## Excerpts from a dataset
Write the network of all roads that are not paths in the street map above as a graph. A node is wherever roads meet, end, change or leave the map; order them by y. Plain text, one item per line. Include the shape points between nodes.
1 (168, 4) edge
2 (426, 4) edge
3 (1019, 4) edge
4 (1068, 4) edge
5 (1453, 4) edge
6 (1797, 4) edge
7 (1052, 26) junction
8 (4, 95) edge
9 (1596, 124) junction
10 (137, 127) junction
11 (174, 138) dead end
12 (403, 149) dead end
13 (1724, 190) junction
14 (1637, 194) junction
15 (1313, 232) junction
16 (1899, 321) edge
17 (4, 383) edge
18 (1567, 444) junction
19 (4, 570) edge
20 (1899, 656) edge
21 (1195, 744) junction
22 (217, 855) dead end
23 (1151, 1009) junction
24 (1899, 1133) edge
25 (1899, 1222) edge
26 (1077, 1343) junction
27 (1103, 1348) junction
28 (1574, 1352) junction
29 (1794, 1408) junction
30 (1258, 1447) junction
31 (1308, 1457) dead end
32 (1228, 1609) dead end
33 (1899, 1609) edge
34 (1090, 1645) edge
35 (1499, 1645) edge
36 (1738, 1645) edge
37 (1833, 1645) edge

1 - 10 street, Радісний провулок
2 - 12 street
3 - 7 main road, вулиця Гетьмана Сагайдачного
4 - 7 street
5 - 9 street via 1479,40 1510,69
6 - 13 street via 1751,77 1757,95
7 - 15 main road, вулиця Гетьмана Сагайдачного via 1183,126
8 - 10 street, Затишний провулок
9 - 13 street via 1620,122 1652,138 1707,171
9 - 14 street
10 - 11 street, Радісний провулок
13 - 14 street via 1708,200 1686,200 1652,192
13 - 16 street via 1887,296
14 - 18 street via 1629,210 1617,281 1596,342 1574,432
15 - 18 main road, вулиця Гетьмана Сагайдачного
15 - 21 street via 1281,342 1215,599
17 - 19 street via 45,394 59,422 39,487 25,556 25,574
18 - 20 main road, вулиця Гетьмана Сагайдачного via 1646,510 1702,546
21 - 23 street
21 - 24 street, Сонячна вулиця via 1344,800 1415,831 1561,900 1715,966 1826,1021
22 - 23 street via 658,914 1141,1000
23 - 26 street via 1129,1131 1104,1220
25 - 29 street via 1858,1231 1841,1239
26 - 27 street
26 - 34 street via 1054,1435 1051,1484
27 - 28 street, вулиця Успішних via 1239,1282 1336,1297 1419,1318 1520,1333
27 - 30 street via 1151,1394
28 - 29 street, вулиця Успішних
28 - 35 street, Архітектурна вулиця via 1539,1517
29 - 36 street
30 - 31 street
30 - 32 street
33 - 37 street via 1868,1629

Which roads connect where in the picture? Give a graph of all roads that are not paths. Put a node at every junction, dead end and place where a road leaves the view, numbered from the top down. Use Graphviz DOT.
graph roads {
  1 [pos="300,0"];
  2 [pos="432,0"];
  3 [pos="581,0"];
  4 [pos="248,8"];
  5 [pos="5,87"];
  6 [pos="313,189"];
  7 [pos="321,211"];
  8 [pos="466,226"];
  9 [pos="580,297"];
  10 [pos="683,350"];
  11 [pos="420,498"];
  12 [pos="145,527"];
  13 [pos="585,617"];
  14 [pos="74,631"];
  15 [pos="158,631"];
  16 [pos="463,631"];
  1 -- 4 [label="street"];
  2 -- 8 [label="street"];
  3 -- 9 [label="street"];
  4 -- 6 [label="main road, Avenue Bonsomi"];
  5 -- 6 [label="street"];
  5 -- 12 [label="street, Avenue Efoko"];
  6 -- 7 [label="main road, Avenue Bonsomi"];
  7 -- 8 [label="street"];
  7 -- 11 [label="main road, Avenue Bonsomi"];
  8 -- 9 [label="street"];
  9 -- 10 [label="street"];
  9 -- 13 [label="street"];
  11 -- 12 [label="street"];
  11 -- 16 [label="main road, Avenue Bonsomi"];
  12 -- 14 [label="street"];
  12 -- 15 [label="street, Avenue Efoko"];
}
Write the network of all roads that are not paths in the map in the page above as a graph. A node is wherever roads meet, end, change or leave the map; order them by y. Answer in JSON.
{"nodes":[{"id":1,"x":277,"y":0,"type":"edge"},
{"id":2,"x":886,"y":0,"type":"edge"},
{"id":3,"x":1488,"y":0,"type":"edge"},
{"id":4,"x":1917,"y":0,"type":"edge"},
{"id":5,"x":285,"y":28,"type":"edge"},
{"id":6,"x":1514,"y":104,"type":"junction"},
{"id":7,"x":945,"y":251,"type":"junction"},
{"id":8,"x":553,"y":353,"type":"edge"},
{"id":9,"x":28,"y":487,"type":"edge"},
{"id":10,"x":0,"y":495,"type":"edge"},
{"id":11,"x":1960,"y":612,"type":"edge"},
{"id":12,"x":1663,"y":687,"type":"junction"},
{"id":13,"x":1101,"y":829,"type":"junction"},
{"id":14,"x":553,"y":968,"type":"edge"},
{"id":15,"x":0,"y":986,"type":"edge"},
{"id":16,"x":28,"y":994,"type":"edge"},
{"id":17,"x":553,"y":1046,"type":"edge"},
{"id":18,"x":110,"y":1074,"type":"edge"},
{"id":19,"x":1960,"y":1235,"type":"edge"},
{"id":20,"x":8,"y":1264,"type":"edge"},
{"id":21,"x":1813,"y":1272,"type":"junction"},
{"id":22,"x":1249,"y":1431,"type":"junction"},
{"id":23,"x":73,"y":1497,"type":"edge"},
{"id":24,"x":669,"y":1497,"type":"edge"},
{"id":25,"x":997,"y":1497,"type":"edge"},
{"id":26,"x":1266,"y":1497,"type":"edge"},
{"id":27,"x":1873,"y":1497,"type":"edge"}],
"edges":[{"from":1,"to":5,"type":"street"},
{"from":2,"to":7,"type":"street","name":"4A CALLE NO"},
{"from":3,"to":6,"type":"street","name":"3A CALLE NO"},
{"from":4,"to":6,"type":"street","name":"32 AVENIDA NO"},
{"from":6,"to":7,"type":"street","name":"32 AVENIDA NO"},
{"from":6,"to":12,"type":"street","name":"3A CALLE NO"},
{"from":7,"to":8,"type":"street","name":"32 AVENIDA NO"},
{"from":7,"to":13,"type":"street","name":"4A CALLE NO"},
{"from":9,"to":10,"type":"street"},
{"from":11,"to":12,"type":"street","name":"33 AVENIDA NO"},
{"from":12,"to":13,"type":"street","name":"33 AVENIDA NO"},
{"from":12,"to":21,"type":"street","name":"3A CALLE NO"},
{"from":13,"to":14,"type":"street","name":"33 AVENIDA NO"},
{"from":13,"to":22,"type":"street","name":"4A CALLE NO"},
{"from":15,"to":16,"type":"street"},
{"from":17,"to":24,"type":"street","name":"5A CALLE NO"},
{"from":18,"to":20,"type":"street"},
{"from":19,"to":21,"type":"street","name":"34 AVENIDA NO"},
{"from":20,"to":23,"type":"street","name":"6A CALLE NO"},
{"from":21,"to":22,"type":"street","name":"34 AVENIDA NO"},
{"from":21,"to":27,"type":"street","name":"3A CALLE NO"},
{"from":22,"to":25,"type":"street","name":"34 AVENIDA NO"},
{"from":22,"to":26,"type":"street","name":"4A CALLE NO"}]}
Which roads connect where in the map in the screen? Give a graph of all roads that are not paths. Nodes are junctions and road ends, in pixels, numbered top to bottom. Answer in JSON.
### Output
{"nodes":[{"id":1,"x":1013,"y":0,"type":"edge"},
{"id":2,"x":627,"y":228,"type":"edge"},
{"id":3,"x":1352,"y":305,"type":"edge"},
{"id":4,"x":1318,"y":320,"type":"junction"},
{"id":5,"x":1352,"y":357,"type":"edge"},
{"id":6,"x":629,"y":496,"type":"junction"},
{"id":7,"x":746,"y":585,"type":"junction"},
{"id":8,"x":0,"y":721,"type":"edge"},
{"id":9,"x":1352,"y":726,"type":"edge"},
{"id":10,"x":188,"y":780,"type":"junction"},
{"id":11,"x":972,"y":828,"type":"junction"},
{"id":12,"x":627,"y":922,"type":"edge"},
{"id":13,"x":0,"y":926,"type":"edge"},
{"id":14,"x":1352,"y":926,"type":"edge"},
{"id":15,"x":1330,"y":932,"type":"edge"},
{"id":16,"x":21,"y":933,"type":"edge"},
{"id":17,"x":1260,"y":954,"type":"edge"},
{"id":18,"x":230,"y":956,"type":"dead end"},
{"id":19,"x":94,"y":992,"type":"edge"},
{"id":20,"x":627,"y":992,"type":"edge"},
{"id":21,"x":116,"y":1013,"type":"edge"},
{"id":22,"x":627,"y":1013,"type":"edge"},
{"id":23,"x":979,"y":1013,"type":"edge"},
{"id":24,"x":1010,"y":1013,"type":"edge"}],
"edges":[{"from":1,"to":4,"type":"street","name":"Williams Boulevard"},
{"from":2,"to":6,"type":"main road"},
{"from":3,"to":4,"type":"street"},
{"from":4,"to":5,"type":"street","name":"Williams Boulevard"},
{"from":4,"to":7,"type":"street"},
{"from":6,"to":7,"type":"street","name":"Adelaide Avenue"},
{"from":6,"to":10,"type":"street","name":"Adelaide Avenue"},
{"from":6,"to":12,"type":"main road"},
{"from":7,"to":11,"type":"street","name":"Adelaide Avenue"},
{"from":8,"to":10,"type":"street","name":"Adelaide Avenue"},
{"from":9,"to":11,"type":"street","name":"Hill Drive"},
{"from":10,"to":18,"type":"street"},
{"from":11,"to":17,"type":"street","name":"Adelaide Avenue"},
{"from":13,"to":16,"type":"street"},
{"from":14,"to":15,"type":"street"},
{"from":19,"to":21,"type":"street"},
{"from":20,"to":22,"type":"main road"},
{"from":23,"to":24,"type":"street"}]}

## Task to carry out
Search the data for "meet". Copy each line that has it.

## Answer for the task
Write the network of all roads that are not paths in the street map above as a graph. A node is wherever roads meet, end, change or leave the map; order them by y. Plain text, one item per line. Include the shape points between nodes.
Write the network of all roads that are not paths in the map in the page above as a graph. A node is wherever roads meet, end, change or leave the map; order them by y. Answer in JSON.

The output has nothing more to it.